Using the data that follows, state the number of lines holding the word "Kehä", and give no other output.

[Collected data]
**********
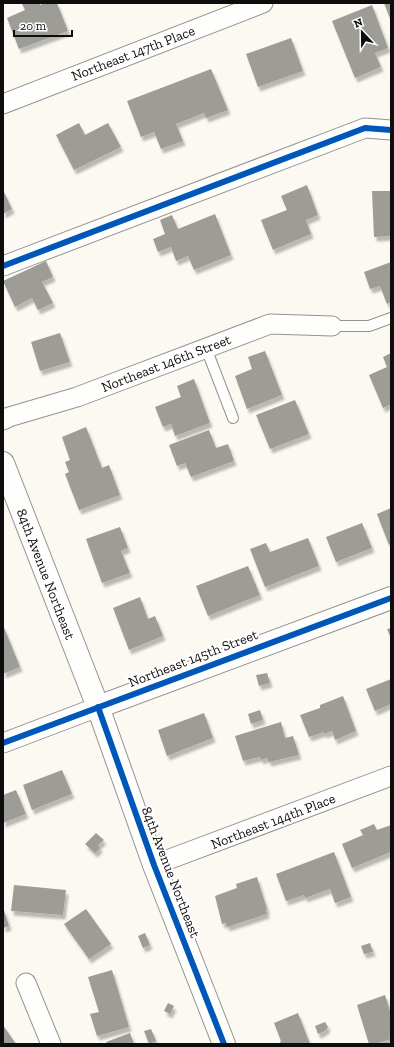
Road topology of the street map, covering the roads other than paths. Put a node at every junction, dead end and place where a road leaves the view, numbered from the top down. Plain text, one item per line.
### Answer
1 (263, 3) edge
2 (3, 104) edge
3 (391, 130) edge
4 (3, 266) edge
5 (391, 318) edge
6 (332, 326) joint
7 (206, 348) junction
8 (233, 418) dead end
9 (3, 420) edge
10 (3, 463) edge
11 (391, 598) edge
12 (98, 707) junction
13 (3, 743) edge
14 (391, 776) edge
15 (154, 865) junction
16 (26, 983) dead end
17 (51, 1044) edge
18 (224, 1044) edge

1 - 2 street, Northeast 147th Place
3 - 4 street
5 - 6 lane
6 - 7 street, Northeast 146th Street
7 - 8 lane
7 - 9 street, Northeast 146th Street
10 - 12 street, 84th Avenue Northeast
11 - 12 street, Northeast 145th Street
12 - 13 street, Northeast 145th Street
12 - 15 street, 84th Avenue Northeast
14 - 15 street, Northeast 144th Place
15 - 18 street, 84th Avenue Northeast
16 - 17 street

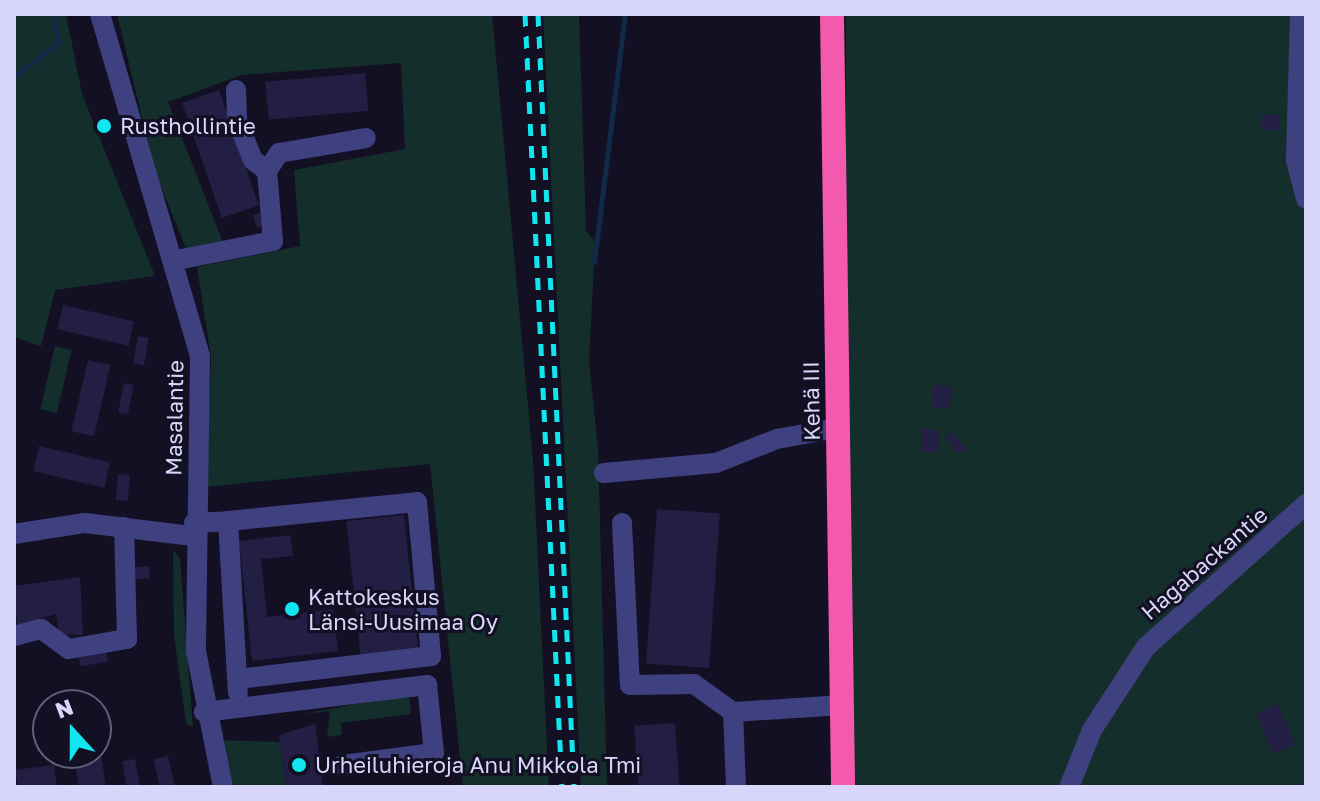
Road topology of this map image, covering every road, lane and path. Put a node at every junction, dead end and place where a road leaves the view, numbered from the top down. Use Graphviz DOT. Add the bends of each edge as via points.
graph roads {
  1 [pos="100,14"];
  2 [pos="832,14"];
  3 [pos="1300,14"];
  4 [pos="236,90"];
  5 [pos="366,138"];
  6 [pos="267,171"];
  7 [pos="1306,199"];
  8 [pos="177,260"];
  9 [pos="837,428"];
  10 [pos="604,473"];
  11 [pos="1306,504"];
  12 [pos="228,521"];
  13 [pos="622,523"];
  14 [pos="124,527"];
  15 [pos="193,529"];
  16 [pos="14,534"];
  17 [pos="14,636"];
  18 [pos="239,679"];
  19 [pos="843,705"];
  20 [pos="234,708"];
  21 [pos="204,712"];
  22 [pos="733,712"];
  23 [pos="343,765"];
  24 [pos="223,787"];
  25 [pos="736,787"];
  26 [pos="843,787"];
  27 [pos="1069,787"];
  1 -- 8 [label="street, Masalantie" via="127,119"];
  2 -- 9 [label="highway, Kehä III"];
  3 -- 7 [label="street" via="1296,160"];
  4 -- 6 [label="street" via="237,120 253,160"];
  5 -- 6 [label="street" via="279,153"];
  6 -- 8 [label="street" via="273,241"];
  8 -- 15 [label="street, Masalantie" via="200,357"];
  9 -- 10 [label="street" via="789,435 716,463"];
  9 -- 19 [label="highway, Kehä III"];
  11 -- 27 [label="street, Hagabackantie" via="1146,647 1092,730"];
  12 -- 15 [label="street"];
  12 -- 18 [label="street"];
  12 -- 18 [label="street" via="417,502 431,656"];
  13 -- 22 [label="street" via="630,685 694,684"];
  14 -- 15 [label="street"];
  14 -- 16 [label="street" via="85,523"];
  14 -- 17 [label="street" via="127,639 69,649 41,629"];
  15 -- 21 [label="street, Masalantie"];
  18 -- 20 [label="street"];
  19 -- 22 [label="street"];
  19 -- 26 [label="highway, Kehä III"];
  20 -- 21 [label="street"];
  20 -- 23 [label="street" via="427,685 434,753"];
  21 -- 24 [label="street, Masalantie"];
  22 -- 25 [label="street"];
}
**********
:: Written answer ::
3